A aprovação do projeto de lei atual exigia que os liberais democratas mais moderados gastassem um capital político significativo, com alguns enfrentando severas críticas.
“Todos os dias recebo ligações pedindo para me opor ao projeto de lei, e o telefone não para de tocar”, disse Tomomi Inada, ex-ministro da Defesa e legislador liberal-democrata que patrocinou o projeto de lei há dois anos. “Há muita pressão. As pessoas tentaram manchar minhas chances de reeleição”.
Embaixadores estrangeiros, liderados pelo enviado dos EUA, Rahm Emanuel, se manifestaram em apoio ao atual projeto de lei LGBTQ, bem como ao casamento entre pessoas do mesmo sexo, enquanto apontavam para o apoio público japonês.
“Existem esforços de direita que são bastante arraigados e, na minha opinião, eles estão acima de sua categoria de peso”, disse Emanuel. “Você não pode chegar a 70 por cento” de apoio nas pesquisas públicas “sem algum elemento de eleitores conservadores auto-identificados que estão dizendo que somos a favor do casamento entre pessoas do mesmo sexo”.
Mas a apatia política torna difícil para os defensores de gays e transgêneros recrutar aliados.
Os eleitores acham que “nada vai mudar, então eles não estão interessados em política”, disse Gon Matsunaka, diretor do Marriage for All Japan, um grupo de defesa.
Os líderes empresariais argumentam que o Japão precisa se alinhar com seus pares internacionais para recrutar trabalhadores do exterior e manter o ritmo econômico.
“O Japão tem insistido que devemos ser homogêneos”, disse Takeshi Niinami, presidente-executivo da Suntory, fabricante de bebidas, e presidente da Associação Japonesa de Executivos Corporativos. “Mas agora as empresas estão muito mais globalizadas.”
Embora mais empresas estejam oferecendo benefícios iguais para casais do mesmo sexo, poucos funcionários os aproveitam. Patrick Jordan, vice-presidente de recursos humanos da Coca-Cola Japan, disse que conhecia apenas um funcionário japonês em um escritório de quase 600 pessoas que era gay.
A intolerância com relacionamentos gays ou identidade transgênero no Japão é relativamente moderna.
Durante o período Tokugawa, que abrangeu os séculos 17 a meados do século 19, homens samurais regularmente se envolveram em parcerias do mesmo sexo, disse Gary Leupp, autor de “Male Colors: The Construction of Homosexuality in Tokugawa Japan”.

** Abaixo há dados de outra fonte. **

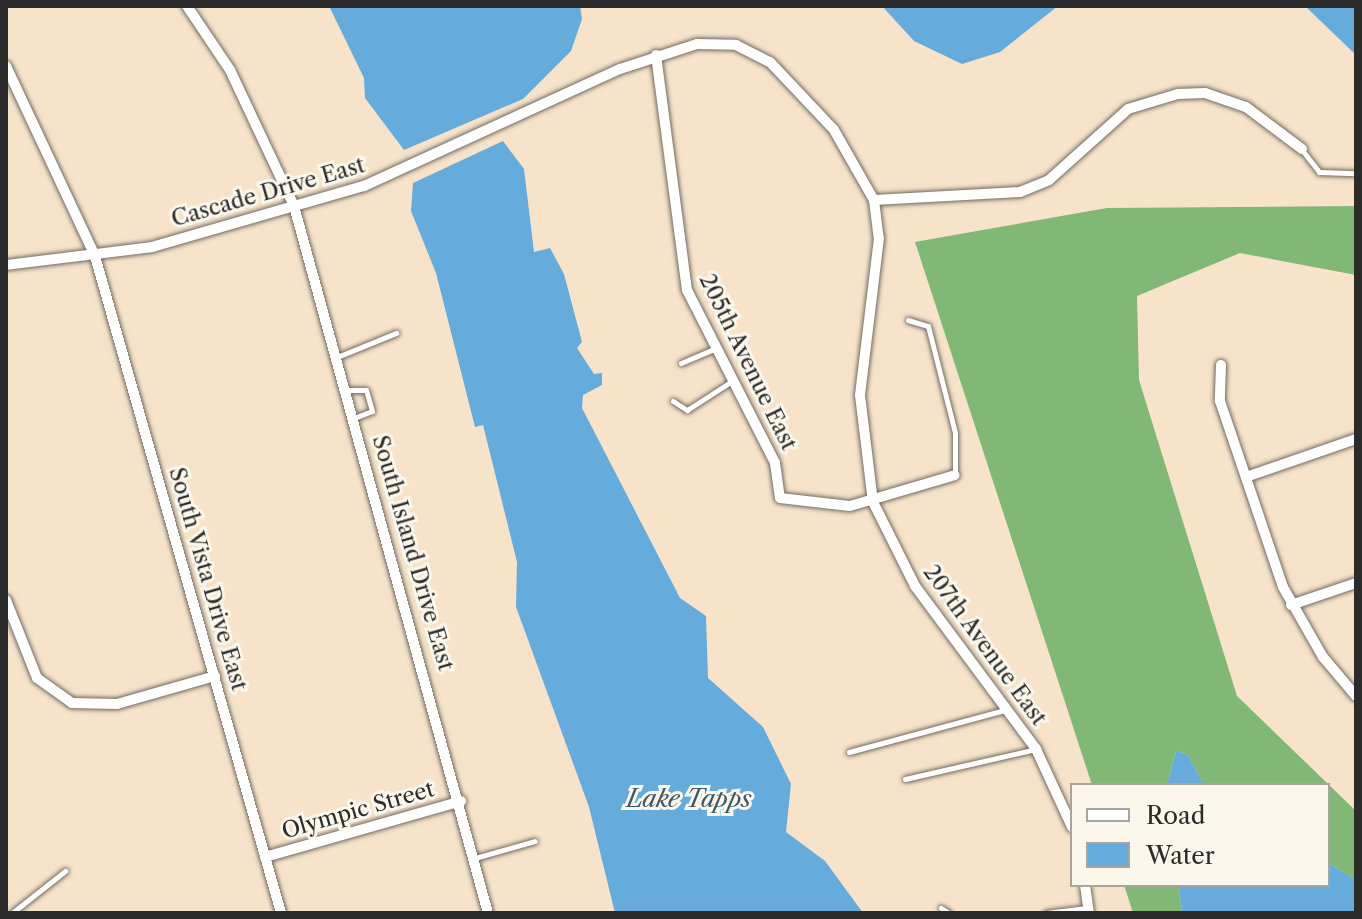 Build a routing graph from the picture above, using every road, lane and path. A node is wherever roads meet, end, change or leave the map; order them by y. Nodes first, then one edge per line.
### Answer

O Japão parou de criminalizar o sexo gay muito antes de muitos países ocidentais. As tradições teatrais Kabuki e Takarazuka adotam identidades de gênero fluidas, e artistas gays e transgêneros aparecem regularmente na televisão. Há uma florescente vida noturna gay e transgênero em Tóquio.
No entanto, gays e transgêneros dizem que continuam a viver vidas escondidas. Kohei Katsuyama, que mora em Tóquio, deixou a polícia porque temia repercussões se contasse a colegas sobre sua sexualidade.
“Eu pensei que se eu saísse e as pessoas descobrissem, seria o fim do jogo”, disse Katsuyama, que se separou de sua família porque acredita que eles não aceitariam que ele vivesse com um parceiro. “E acho que muitas pessoas ainda pensam assim também.”